• [TASK STATEMENT] All lines below containing "junctions" are to be listed.

• [MATERIAL TO PROCESS]
----

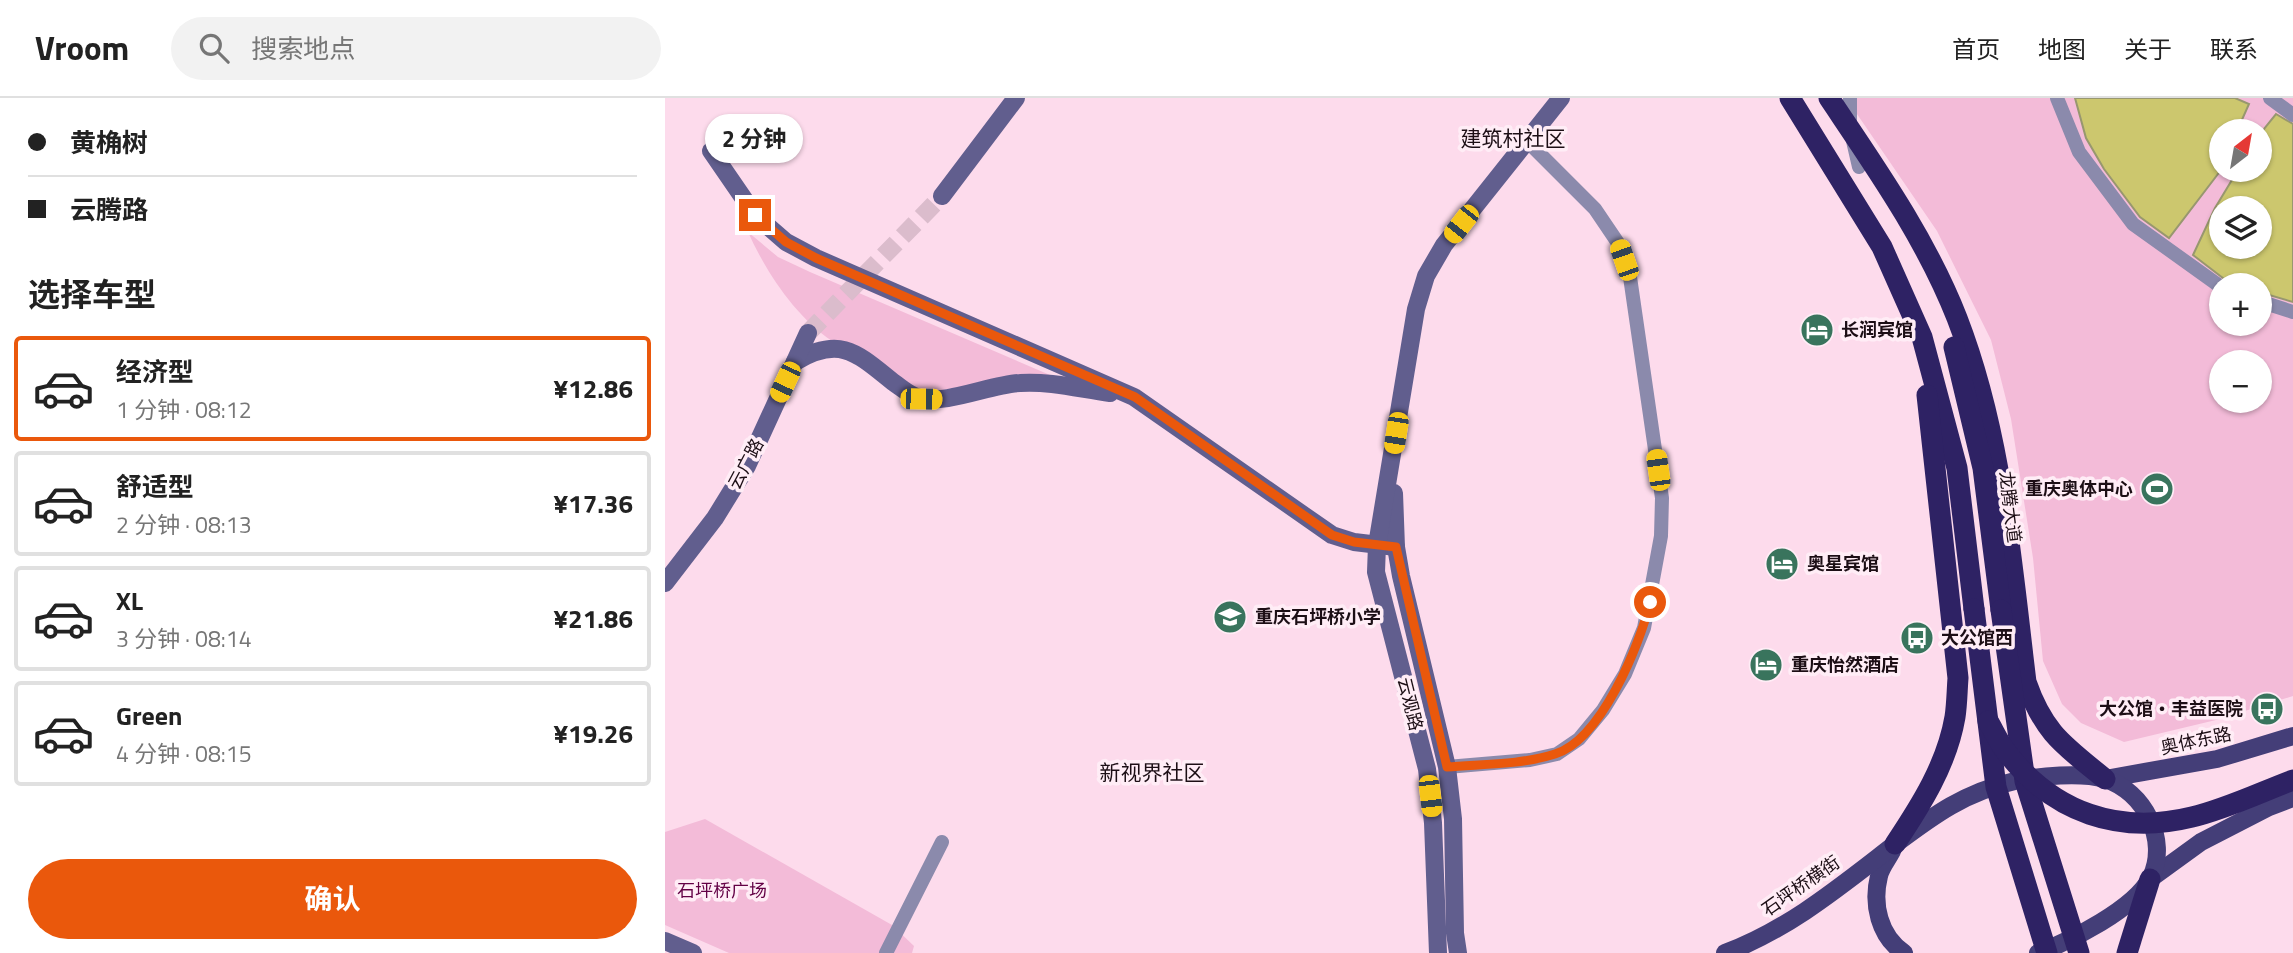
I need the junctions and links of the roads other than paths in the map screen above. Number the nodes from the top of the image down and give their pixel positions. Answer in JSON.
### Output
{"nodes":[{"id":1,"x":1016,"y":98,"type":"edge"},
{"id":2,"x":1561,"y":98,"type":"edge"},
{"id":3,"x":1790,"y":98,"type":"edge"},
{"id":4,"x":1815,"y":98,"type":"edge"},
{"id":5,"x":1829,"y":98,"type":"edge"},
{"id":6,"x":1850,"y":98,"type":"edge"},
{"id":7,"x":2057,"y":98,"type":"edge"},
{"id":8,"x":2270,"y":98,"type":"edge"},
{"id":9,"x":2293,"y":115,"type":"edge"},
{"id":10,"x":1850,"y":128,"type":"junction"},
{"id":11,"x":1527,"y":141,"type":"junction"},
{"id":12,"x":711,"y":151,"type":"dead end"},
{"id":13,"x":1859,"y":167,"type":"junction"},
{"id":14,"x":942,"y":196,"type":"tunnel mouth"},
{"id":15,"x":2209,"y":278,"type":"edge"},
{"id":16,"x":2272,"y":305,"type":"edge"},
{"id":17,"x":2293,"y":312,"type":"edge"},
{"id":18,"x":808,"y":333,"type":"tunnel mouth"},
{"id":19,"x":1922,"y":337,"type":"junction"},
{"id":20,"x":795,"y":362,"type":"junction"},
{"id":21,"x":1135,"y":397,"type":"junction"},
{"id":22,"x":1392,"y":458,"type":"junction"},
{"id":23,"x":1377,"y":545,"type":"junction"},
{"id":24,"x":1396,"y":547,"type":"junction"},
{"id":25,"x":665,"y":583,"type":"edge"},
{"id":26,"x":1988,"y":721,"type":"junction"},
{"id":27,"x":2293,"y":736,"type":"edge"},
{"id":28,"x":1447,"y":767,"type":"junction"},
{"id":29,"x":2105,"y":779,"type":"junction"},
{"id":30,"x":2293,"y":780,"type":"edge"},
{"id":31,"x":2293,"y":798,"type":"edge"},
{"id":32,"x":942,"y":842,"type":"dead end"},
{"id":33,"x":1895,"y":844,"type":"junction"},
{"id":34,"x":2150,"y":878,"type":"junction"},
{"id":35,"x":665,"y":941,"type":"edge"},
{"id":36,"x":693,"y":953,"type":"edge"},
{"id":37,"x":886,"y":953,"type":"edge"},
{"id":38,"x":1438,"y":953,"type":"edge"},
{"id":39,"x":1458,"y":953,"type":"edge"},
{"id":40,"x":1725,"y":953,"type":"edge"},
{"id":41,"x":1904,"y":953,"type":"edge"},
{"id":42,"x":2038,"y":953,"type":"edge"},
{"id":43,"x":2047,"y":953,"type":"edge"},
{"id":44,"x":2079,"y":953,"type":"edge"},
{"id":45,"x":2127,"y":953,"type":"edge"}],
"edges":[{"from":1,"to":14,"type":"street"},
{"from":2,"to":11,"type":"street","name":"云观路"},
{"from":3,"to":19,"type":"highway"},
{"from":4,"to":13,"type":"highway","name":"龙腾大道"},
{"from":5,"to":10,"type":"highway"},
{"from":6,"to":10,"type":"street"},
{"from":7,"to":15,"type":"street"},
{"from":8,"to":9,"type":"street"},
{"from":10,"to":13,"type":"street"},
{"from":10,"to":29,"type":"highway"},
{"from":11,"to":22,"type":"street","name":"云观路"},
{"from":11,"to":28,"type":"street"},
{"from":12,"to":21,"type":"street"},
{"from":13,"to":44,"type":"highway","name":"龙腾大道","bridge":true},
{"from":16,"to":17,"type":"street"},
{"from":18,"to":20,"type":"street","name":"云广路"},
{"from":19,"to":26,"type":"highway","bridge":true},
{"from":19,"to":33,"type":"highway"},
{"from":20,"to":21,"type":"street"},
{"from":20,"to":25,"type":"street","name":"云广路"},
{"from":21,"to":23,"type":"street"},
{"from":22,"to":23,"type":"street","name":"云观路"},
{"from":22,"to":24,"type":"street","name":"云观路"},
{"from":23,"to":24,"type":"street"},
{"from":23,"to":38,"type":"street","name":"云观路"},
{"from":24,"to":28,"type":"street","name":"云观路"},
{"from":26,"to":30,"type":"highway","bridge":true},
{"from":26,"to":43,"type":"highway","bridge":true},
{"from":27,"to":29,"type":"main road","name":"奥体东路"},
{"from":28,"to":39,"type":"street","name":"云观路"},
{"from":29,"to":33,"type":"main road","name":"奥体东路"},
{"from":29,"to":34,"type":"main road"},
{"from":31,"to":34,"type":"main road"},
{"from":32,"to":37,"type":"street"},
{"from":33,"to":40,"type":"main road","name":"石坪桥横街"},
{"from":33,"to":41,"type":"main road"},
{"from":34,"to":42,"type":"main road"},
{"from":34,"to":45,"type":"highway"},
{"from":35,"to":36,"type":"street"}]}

----

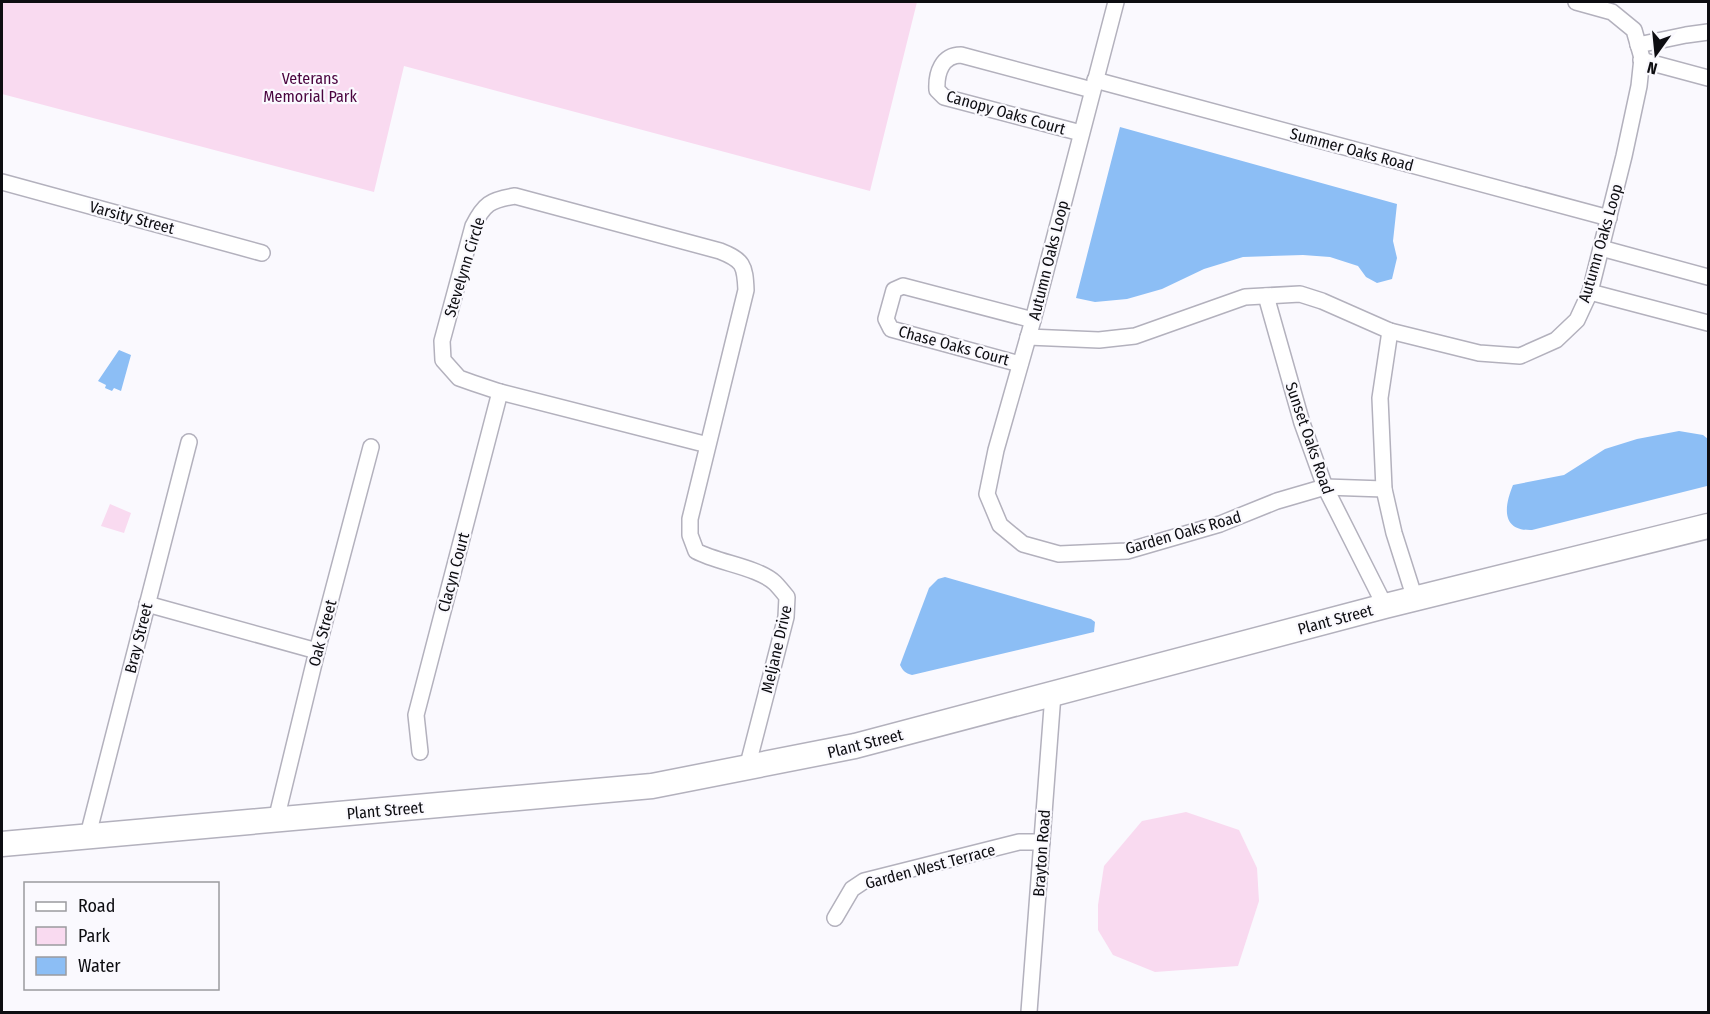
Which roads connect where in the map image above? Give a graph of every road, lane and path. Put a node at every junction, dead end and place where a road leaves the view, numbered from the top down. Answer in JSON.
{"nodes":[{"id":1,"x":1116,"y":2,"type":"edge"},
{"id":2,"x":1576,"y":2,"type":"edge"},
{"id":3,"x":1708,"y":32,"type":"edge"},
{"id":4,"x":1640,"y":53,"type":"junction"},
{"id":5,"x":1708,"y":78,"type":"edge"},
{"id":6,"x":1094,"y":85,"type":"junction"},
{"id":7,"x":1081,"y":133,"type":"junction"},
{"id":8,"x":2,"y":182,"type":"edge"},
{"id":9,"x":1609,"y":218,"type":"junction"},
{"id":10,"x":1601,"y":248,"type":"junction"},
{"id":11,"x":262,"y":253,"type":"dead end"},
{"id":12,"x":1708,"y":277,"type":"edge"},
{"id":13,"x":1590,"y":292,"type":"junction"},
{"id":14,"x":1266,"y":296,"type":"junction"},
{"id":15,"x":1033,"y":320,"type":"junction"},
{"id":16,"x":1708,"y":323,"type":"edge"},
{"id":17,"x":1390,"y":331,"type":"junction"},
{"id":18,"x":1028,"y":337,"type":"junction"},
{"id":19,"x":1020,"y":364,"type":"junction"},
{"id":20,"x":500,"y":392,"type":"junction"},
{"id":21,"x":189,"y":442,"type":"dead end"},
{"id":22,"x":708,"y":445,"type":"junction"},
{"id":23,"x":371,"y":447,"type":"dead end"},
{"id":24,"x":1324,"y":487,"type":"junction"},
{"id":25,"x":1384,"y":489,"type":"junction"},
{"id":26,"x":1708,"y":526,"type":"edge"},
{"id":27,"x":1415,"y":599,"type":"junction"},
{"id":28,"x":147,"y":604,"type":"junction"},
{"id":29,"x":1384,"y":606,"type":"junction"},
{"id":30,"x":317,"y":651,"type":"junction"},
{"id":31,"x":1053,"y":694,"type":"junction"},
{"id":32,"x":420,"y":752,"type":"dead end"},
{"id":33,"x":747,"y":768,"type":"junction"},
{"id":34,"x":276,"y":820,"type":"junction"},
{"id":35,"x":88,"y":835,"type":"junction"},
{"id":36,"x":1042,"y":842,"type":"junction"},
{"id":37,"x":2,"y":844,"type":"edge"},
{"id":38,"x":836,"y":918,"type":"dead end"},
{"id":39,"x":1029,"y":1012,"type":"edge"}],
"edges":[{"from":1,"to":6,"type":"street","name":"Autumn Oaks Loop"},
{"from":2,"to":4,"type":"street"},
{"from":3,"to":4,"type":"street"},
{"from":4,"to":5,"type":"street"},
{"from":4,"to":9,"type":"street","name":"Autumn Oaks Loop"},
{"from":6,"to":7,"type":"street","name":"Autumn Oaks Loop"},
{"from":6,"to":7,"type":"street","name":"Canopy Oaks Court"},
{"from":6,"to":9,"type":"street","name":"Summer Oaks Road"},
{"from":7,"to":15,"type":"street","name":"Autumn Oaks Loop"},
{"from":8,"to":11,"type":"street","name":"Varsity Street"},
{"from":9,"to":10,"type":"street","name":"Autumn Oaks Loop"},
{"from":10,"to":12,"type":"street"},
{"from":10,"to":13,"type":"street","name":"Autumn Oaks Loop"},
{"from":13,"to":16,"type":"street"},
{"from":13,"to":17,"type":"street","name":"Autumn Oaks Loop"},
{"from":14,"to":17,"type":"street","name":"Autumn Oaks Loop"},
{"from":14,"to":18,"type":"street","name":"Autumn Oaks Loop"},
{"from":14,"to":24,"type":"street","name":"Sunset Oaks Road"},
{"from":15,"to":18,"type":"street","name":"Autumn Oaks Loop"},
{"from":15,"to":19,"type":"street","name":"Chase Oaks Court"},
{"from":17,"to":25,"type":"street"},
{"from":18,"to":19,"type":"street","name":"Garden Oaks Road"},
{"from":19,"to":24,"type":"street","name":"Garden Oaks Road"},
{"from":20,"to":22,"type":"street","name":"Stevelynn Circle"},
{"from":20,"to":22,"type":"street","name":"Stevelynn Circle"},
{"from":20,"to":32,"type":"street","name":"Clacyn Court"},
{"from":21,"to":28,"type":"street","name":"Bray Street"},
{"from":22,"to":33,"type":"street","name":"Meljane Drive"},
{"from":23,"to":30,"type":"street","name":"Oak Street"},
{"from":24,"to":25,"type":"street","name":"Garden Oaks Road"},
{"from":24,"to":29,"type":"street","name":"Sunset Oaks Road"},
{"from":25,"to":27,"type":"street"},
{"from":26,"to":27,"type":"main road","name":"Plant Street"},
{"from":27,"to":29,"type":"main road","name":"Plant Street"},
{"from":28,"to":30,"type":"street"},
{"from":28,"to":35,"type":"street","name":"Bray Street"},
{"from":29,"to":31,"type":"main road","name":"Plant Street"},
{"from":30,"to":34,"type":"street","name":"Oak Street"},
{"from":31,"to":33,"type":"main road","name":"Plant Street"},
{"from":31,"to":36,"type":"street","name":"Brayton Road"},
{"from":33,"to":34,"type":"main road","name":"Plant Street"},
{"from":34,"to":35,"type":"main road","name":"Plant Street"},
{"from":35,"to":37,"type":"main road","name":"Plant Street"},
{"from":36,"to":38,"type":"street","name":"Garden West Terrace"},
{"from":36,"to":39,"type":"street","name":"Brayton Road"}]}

----

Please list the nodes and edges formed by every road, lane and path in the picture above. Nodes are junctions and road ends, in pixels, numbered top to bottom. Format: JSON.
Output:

----

• [RESPONSE AREA]
I need the junctions and links of the roads other than paths in the map screen above. Number the nodes from the top of the image down and give their pixel positions. Answer in JSON.
Please list the nodes and edges formed by every road, lane and path in the picture above. Nodes are junctions and road ends, in pixels, numbered top to bottom. Format: JSON.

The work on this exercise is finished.